Pipkin- wasnt sure about Jude Law but saw him in "the Holiday" before Christmas and he seemed nicer. xxx

Keep posting you girlas who havent yet!!


----------



## Eilidh M (Feb 20, 2005)

Hi Girls,

For me it would have to be :

1. Clive Owen
2. Daniel Craig
3. John Cusack
4. Ewan McGregor
5. Toby Stephens (in character as Mr Rochester).

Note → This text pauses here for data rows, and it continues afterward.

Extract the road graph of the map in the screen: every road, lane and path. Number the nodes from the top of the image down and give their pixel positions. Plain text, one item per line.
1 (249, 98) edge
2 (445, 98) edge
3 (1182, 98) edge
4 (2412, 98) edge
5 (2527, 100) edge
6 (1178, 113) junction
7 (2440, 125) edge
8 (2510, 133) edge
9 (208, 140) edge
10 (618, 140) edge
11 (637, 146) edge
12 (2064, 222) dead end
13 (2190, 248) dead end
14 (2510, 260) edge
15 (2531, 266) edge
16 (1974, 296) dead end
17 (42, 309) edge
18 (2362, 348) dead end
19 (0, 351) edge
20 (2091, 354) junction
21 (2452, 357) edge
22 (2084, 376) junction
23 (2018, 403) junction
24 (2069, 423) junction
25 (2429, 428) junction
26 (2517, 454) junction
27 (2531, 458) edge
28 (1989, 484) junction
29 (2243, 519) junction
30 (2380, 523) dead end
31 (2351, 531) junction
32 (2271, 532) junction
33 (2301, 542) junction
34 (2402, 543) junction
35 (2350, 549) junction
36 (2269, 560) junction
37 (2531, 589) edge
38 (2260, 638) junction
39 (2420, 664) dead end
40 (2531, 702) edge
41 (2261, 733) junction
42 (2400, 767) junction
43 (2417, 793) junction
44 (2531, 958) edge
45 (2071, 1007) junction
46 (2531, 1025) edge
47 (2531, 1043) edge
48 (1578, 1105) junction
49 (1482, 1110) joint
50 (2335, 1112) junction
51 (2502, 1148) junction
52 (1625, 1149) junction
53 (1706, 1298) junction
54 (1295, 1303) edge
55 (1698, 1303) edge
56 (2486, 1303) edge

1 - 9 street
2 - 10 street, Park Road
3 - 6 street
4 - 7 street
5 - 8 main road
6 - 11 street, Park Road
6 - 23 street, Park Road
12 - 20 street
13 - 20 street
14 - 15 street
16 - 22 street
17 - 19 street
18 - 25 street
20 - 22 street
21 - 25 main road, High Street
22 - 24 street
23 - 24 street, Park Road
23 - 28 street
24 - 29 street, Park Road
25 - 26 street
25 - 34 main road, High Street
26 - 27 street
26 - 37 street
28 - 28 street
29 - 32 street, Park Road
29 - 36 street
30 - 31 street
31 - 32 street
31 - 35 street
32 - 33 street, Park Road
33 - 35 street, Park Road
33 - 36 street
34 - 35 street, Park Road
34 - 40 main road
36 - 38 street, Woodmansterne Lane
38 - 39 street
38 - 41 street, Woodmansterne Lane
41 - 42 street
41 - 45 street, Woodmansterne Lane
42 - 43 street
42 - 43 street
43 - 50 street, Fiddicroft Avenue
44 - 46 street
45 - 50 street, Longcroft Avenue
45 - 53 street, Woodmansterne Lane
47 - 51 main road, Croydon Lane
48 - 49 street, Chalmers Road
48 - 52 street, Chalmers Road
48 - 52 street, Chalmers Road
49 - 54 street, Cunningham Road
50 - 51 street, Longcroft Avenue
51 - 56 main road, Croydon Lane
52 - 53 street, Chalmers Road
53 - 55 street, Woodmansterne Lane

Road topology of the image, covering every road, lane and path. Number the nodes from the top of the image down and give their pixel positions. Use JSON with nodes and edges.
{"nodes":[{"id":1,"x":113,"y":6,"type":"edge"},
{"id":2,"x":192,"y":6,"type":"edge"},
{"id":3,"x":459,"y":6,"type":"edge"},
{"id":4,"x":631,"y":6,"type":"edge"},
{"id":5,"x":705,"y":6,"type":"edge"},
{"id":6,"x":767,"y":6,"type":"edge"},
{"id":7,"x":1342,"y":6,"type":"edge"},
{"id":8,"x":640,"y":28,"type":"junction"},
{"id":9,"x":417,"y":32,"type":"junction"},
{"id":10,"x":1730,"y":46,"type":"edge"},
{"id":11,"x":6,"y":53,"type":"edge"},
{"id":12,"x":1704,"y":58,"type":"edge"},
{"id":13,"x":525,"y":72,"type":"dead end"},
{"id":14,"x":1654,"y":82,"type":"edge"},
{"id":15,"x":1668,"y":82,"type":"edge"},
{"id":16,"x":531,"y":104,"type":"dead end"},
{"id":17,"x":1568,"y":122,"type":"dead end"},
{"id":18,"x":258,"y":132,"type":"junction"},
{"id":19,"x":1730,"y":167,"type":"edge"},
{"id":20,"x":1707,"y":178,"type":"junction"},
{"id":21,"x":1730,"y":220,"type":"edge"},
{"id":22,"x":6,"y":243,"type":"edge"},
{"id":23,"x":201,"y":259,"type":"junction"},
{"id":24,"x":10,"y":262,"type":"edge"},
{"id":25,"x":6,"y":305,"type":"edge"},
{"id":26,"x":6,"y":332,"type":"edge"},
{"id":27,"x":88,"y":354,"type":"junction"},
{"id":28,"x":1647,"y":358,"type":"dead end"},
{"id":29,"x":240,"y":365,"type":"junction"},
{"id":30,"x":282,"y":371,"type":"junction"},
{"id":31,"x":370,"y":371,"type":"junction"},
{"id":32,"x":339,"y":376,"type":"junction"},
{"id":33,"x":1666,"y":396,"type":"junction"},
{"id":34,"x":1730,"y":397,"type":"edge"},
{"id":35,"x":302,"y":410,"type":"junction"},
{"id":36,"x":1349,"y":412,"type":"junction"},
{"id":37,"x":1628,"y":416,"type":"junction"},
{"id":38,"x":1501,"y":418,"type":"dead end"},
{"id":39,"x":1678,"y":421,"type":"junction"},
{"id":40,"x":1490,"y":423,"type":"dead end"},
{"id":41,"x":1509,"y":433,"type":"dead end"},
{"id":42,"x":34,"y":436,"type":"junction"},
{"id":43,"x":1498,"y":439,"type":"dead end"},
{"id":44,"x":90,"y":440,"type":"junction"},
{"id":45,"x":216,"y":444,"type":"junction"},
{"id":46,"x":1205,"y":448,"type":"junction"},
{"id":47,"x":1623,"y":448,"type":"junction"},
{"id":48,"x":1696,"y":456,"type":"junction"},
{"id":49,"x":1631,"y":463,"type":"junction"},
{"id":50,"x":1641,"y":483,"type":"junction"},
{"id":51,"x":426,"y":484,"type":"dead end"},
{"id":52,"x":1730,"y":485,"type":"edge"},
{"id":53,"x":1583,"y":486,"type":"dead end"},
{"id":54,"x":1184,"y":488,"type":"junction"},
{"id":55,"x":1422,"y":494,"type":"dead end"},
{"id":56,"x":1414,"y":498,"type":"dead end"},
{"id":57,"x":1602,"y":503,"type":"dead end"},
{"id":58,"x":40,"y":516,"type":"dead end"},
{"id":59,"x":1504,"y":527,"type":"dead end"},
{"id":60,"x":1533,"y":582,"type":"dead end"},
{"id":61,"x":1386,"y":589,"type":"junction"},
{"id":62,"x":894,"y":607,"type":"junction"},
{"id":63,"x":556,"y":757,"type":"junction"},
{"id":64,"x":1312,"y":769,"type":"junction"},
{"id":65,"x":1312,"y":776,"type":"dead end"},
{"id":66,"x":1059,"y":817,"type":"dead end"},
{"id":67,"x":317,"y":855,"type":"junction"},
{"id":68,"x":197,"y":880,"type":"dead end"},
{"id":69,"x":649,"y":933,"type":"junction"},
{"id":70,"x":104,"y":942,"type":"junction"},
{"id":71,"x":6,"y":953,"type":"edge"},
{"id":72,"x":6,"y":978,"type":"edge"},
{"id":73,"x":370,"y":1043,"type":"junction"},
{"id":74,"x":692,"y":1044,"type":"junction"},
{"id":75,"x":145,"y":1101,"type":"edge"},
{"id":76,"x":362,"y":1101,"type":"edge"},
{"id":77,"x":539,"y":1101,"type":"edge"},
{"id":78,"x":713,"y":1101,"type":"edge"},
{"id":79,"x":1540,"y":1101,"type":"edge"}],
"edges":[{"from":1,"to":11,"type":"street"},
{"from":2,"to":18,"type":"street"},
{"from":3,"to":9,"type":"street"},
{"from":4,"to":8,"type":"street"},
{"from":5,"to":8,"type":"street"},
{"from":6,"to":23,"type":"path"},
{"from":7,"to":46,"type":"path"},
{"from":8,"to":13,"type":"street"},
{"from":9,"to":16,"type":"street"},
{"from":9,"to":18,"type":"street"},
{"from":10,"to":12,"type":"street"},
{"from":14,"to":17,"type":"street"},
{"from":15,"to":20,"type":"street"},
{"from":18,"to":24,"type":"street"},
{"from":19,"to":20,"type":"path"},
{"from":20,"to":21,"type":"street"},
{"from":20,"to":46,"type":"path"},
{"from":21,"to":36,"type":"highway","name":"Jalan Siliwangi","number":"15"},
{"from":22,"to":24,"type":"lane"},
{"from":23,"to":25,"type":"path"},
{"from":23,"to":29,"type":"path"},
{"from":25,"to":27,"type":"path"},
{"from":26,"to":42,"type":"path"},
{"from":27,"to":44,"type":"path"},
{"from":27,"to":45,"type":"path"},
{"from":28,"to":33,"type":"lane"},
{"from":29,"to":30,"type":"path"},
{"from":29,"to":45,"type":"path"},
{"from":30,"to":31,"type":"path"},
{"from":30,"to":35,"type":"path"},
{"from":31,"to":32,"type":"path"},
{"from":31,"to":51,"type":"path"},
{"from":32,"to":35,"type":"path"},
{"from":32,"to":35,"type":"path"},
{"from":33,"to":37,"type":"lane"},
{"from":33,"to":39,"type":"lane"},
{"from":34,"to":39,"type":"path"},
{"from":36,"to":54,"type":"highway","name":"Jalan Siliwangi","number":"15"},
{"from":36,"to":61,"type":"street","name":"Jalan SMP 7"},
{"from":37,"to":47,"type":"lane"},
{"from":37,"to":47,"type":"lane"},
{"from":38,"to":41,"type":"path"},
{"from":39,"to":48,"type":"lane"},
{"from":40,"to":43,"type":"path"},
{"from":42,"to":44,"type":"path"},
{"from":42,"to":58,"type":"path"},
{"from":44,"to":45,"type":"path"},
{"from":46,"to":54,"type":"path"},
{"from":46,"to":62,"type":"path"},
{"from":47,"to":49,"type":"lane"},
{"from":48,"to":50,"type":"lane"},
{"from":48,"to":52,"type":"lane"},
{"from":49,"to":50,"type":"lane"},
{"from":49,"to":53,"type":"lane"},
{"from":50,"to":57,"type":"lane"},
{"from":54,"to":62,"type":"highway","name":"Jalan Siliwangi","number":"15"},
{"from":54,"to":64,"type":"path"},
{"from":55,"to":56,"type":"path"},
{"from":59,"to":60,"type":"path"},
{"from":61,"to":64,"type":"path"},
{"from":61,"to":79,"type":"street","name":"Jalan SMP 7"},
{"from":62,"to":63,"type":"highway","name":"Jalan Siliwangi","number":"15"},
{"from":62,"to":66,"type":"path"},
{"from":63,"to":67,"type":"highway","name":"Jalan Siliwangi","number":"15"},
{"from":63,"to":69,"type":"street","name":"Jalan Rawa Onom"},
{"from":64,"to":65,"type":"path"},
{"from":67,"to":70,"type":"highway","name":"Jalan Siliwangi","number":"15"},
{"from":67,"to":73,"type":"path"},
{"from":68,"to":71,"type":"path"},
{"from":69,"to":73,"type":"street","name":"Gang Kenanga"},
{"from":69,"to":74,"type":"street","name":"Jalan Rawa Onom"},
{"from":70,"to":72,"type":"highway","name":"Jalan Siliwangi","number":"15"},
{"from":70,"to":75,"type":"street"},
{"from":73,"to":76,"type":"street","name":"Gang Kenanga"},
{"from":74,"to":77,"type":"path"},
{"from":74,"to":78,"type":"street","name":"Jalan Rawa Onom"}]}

(I now can't concentrate at work  )

Luv,

Eilidh
XXX


----------



## irisheyes (Feb 2, 2005)

Good ones there Eilidh. When i went to see Bon Jovi (and MY jon!) last year my dh was getting a tad miffed that i kept going on. I smoothed it over by saying he was the same height/colouring and age as my dh so really it was a compliment that i chose someone as close to him as my idol!!!   Not sure he believed me-ha ha!


----------



## flipper (Jul 7, 2004)

My choices are perhaps worryingly odd but how about

1.  Ricky Martin
2.  Bill Clinton (not a hunk but meets the "wouldn't chuck out of bed" criteria, surely all those nubile interns can't be wrong)


----------



## pipkin (Jan 14, 2005)

Flipper - Bill Clinton     It's the power thing I think .... and sadly I can relate to that!!  

Perhaps we should now say who we 'secretly' fancy but tend to keep it underwraps ....  I'll start but someone please respond !!

Mine would be Julio Eglesius ... and I'd like him to sing to me in Spanish too    

Come on Odd Ones now please don't be shy  

Pipkin  

PS.  Just dawned I will have to face you all soon having typed this!


----------



## NixNoo (Aug 19, 2005)

I'm having trouble getting over Bill Clinton!!  Sorry Flipper.

OMG - thought of another - he could fit into the odd ones or the hunks........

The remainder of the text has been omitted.